The natural deduction system of this chapter will differ from the tree method in all of these respects. It is intended to model human reasoning in a closer way, illustrating the connections between various claims; consequently, working through a natural deduction proof requires a bit more insight and inspiration than a tree proof does.

Natural deduction proofs can be used to prove that an argument is valid; if an argument is invalid, our natural deduction system will not necessarily make that obvious. We won't have the equivalent to a completed open tree --- a proof of invalidity. It will turn out that there is a natural deduction derivation corresponding to every valid argument in SL --- i.e., like the tree method, this method is complete. (It is also sound.) But we won't offer a way to prove that there is no proof, and so natural deduction can't be used by itself to prove invalidity.

7.1 Natural Deduction: the basic idea

The general idea of a natural deduction proof is simple. You begin by writing down the premises you're beginning with, each on its own numbered line. Then you add a new numbered line, adding sentences that you can demonstrate to follow logically from what you have already written. (A formal list of rules gives the legal options for how to develop the proof.) If, following the rules, you manage to derive the conclusion from the premises, then you've shown that the argument form from those premises to that conclusion is valid.

Formally, a proof is a numbered sequence of sentences. The first sentences of the sequence are assumptions; these are the premises of the argument. Every sentence later in the sequence is derived from earlier sentences by one of the rules of proof. The final sentence of the sequence is the conclusion of the argument.

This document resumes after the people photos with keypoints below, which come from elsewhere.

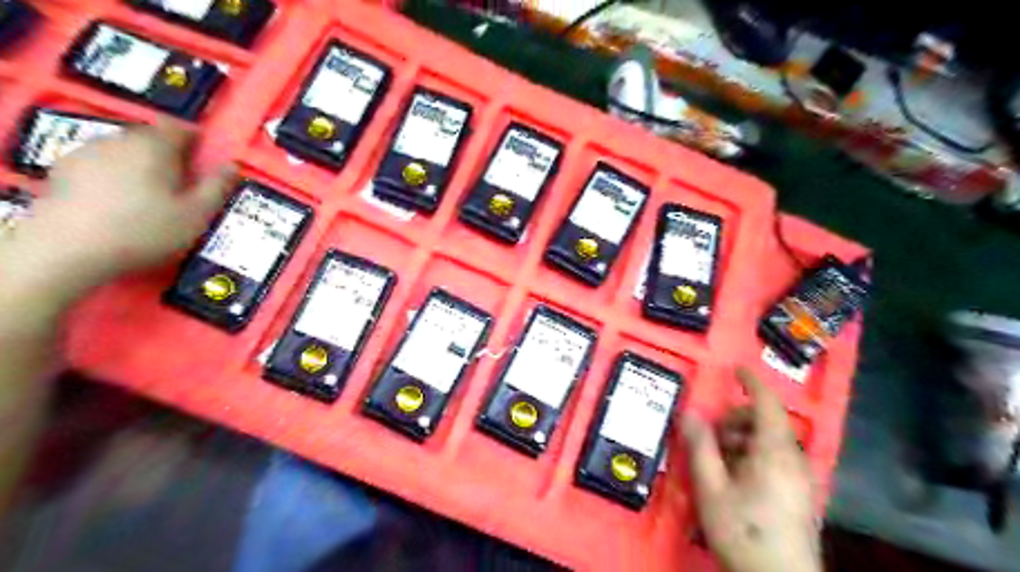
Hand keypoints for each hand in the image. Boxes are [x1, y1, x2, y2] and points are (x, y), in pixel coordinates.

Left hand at [6, 118, 234, 298]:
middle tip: (184, 181)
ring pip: (125, 149)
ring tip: (152, 192)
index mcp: (155, 146)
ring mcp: (87, 152)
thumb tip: (233, 165)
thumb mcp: (197, 214)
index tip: (206, 159)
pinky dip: (116, 173)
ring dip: (142, 163)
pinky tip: (121, 199)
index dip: (196, 139)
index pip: (179, 127)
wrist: (68, 248)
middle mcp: (120, 139)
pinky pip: (102, 163)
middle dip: (169, 153)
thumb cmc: (146, 229)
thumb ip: (217, 186)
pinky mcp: (64, 170)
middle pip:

Consider these two SL argument forms (Modus Ponens and Disjunctive Syllogism):

Modus Ponens

P ⊃ Q
P
Q

Disjunctive Syll.

P ∨ Q
¬P
Q

Both are valid; you could confirm this with a four-line truth table. Either would demonstrate that there is no interpretation satisfying both premises, while falsifying the conclusion. The truth table method does not distinguish between these argument forms; it simply shows that they are both valid. There is, however, an interesting and important difference between these two argument forms, gestured at by their labels. The first argument, Modus Ponens, has a distinctive syntactic form: its premises are a conditional and the antecedent of that conditional, and the conclusion is the consequent; the second has a different form.

The natural deduction method is based in the recognition of particular kinds of valid forms. They also correspond reasonably well to familiar forms of informal reasoning. If you know a conditional, and you also know its antecedent, it is easy to infer its consequent. (Imagine being sure that if I ate the chilli, I'll get sick, and also being sure that I ate the chilli. You will surely infer that I will get sick.) Modus ponens is the name of this kind of conditional reasoning, and there is a special rule for it in our natural deduction system.

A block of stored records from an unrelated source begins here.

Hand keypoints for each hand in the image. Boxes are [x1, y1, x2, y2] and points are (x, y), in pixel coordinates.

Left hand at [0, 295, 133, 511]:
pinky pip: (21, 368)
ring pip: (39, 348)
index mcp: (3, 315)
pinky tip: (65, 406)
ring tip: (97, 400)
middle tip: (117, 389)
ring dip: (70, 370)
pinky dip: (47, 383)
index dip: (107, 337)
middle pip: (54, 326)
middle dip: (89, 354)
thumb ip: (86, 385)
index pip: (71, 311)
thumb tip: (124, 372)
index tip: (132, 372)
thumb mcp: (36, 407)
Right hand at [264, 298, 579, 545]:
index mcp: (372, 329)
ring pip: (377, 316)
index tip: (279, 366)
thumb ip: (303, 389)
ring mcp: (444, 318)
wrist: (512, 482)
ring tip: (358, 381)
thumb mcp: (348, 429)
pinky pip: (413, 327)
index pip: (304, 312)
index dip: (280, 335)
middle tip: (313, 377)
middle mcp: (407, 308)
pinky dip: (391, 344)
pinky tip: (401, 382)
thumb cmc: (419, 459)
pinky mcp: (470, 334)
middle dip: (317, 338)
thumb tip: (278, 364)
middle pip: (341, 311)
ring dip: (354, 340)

**7.2 Our first rule: Conditional Elimination (modus ponens)**

Many different arguments demonstrate the modus ponens pattern; all of them are valid:

P ⊃ ¬Q
P
¬Q

¬P ⊃ (A≡B))
¬P
¬(A≡B))

P ∨ Q ⊃ A
P ∨ Q
¬A

All of these arguments are similar in an important way to the modus ponens argument above, and different from the disjunctive syllogism one. But the truth table proof of the validity for each of these arguments will go the same way: it will simply produce a truth table, and show that there is no row where the premises are all true and the conclusion is false. The truth table method does not illuminate what the modus ponens inferences all have in common.

Another way of making this point is to observe that the method of truth tables does not clearly show why an argument is valid. If you were to do a 1024-line truth table for an argument that contains ten sentence letters, then you could check to see if there were any lines on which the premises were all true and the conclusion were false. If you did not see such a line, and you were sure that you made no mistakes in constructing the table, then you would know that the argument was valid. Yet you might not be able to say anything further about why this particular argument was a valid argument form.

The natural deduction system of this chapter will include an inference rule corresponding to modus ponens. Natural deduction proofs of these validities, then, will all share something important in common: they will use that inference rule. Here, in its formal presentation, is the rule:

Φ ⊃ Ψ

⊃E m,n

As has been the case throughout this book, the Greek letters Φ and Ψ are variables that can represent any SL sentence. The m and n here are variables ranging over line numbers. What this rule says is that if you have a conditional Φ ⊃ Ψ on line m, and you also have Φ, the antecedent of that conditional, on line n, you can write the consequent Ψ on a new line.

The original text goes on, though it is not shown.